During her brief seven month tenure, Maloy has introduced legislation to transfer some federal lands to Utah, introduced another bill to extend compensation for victims of nuclear fallout and voted against more military aid to Ukraine. But Maloy has failed to hold her ground against establishment pressures on threats like spending and bureaucracy, according Jenkins, who previously supported Maloy as a state delegate in the special nominating convention in June.

Maloy’s vote in favor of the $1.2 trillion 2024 government funding package and her decision to renew Section 702 of the Foreign Intelligence Surveillance Act, after the failure of an amendment requiring warrants to collect information from Americans, both served as reasons for Lee’s endorsement and fodder for Jenkins’ attacks during the debate.

During the 2024 budget debate there were three options, Maloy said, another continuing resolution, shutting down government, or passing the negotiated spending bill.

“I chose the most fiscally responsible option, which is a spending bill. And it is by the way an overall cut in spending, and has really important conservative policy riders in it,” she said.

Jenkins, a former Green Beret liaison to Congress, said a supermajority of Utahns want to “hire” representatives that wield their slim majority in Congress to advance Republican priorities at all costs and with minimal concessions to the other side.
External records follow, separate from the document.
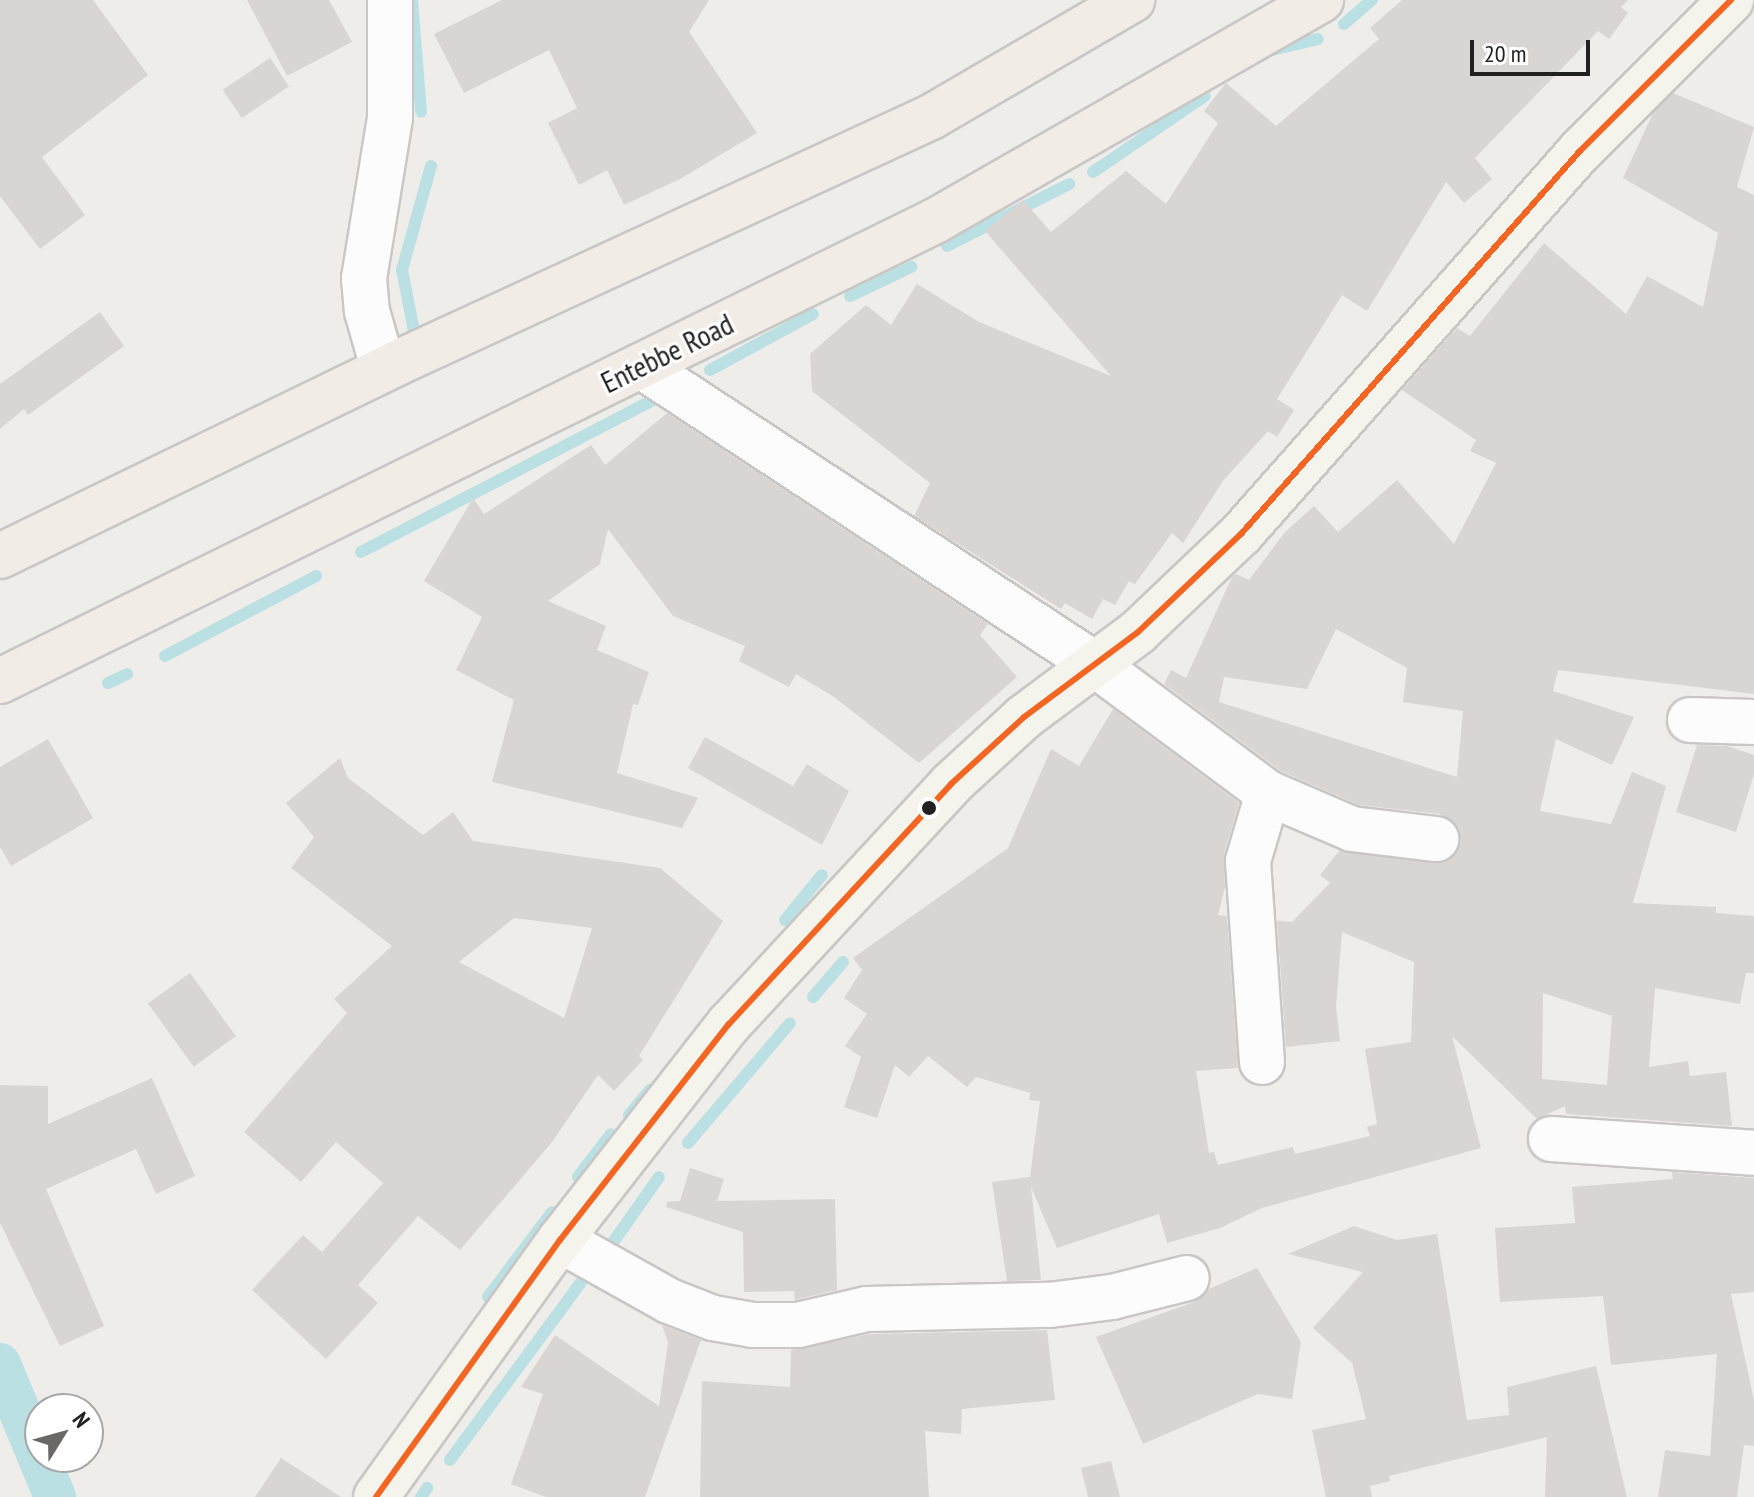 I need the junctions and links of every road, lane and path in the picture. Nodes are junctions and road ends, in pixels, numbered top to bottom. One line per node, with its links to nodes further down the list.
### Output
1 (390, 0): 5 (street)
2 (1132, 0): 5 (main road)
3 (1321, 0): 6 (main road, Entebbe Road)
4 (1731, 0): 8 (street)
5 (397, 363): 7 (main road)
6 (641, 366): 8 (street); 9 (main road, Entebbe Road)
7 (0, 556)
8 (1093, 663): 12 (street); 17 (street)
9 (0, 681)
10 (1690, 720): 11 (street)
11 (1754, 722)
12 (1268, 793): 13 (street); 14 (street)
13 (1436, 839)
14 (1262, 1062)
15 (1551, 1139): 16 (street)
16 (1754, 1153)
17 (560, 1240): 18 (street); 19 (street)
18 (1187, 1278)
19 (376, 1497) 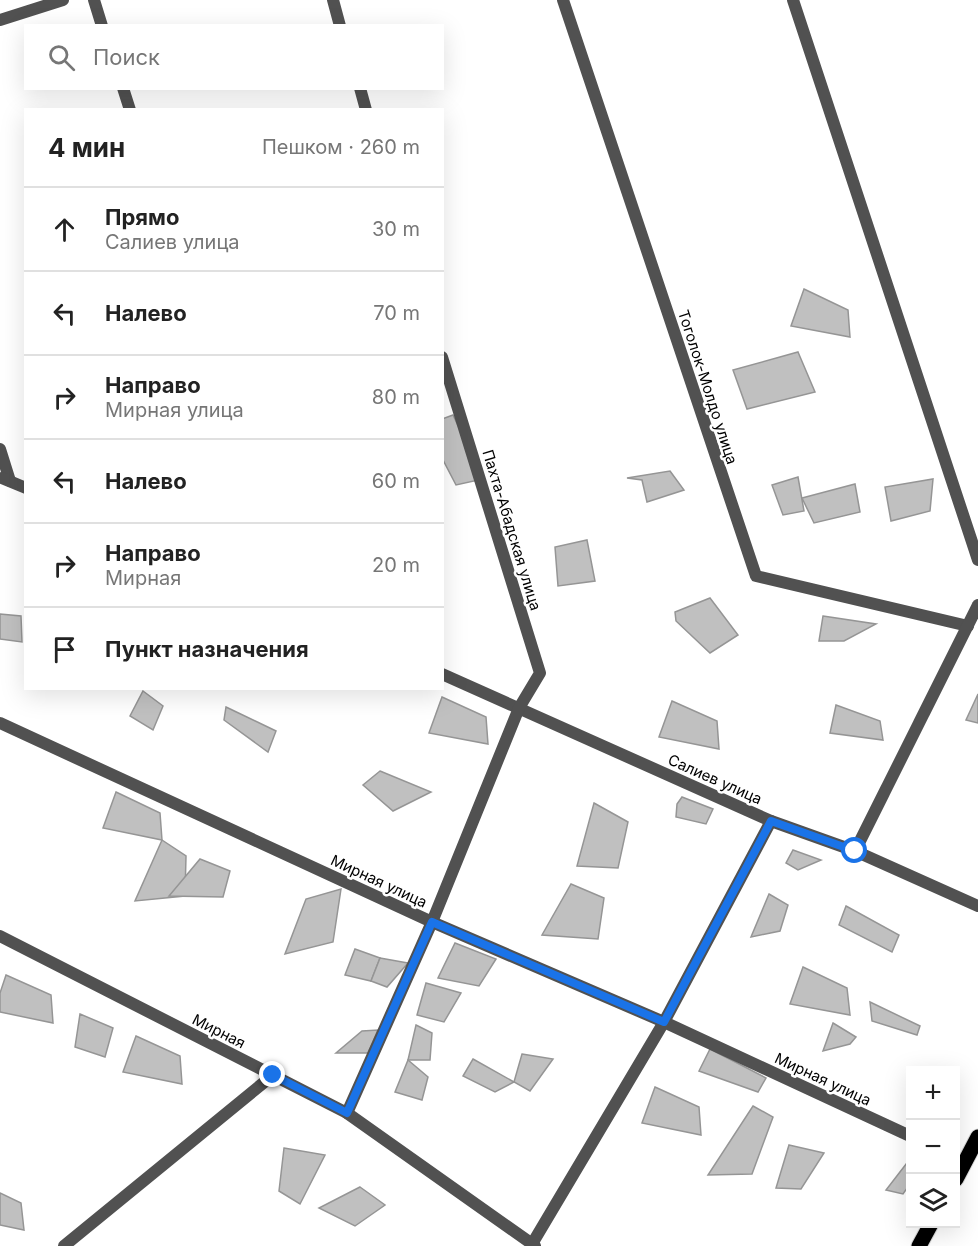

Jenkins said he would align himself with the uncompromising House Freedom Caucus if elected. Jenkins has been endorsed by the House Freedom Fund, a PAC devoted to supporting House Freedom Caucus members. Jenkins would be Utah’s first representative to join the group known for halting budget proceedings and ousting former House Speaker Kevin McCarthy.

“We cannot lead from a position of weakness and continual compromise, stepping away from Republican values that allow our principles to no longer have a seat at the table,” Jenkins said. “That’s called surrender. That’s not called compromise. We must lead.”

Congresswoman Celeste Maloy takes her opportunity to talk after Utah’s 2nd Congressional district debate between and herself and Colby Jenkins at the KUED studios at the University of Utah in Salt Lake City on Monday, June 10, 2024. | Scott G Winterton, Deseret News

Maloy differentiated between compromising on degree and on principle, saying she shared the small-government goals of Jenkins but believes success lies in the hard work of relationship-building and policymaking, not the tactics of shutdowns and “hardline” promises which she said lead to conservatives not being “invited to the table” in the first place.

“I’ve taken some tough votes in the short time I’ve been in Congress,” Maloy said. “Leadership isn’t throwing out ultimatums or talking points — leadership’s getting in, doing the work and being accountable for the work you’re doing.”

Both candidates said they would vote for Trump in the presidential election. But Jenkins, who has also been endorsed by Trump allies like Vivek Ramaswamy and Sen. Rand Paul, R-Ky., tried to question Maloy’s loyalty to Trump and said one of his jobs as a GOP lawmaker would be to “remove legislative obstacles” to an effective Trump administration.

Maloy said endorsements from two top Trump officials, former national security adviser Robert O’Brien and former Secretary of the Interior David Bernhardt, “put that question to rest,” referring to her ability to work in support of Trump’s agenda, including closing the southern border and renewing his 2017 tax cuts.

The winner of the GOP primary on June 25 will face off against Carbon County lawyer Nathaniel Woodward in the Nov. 5 general election.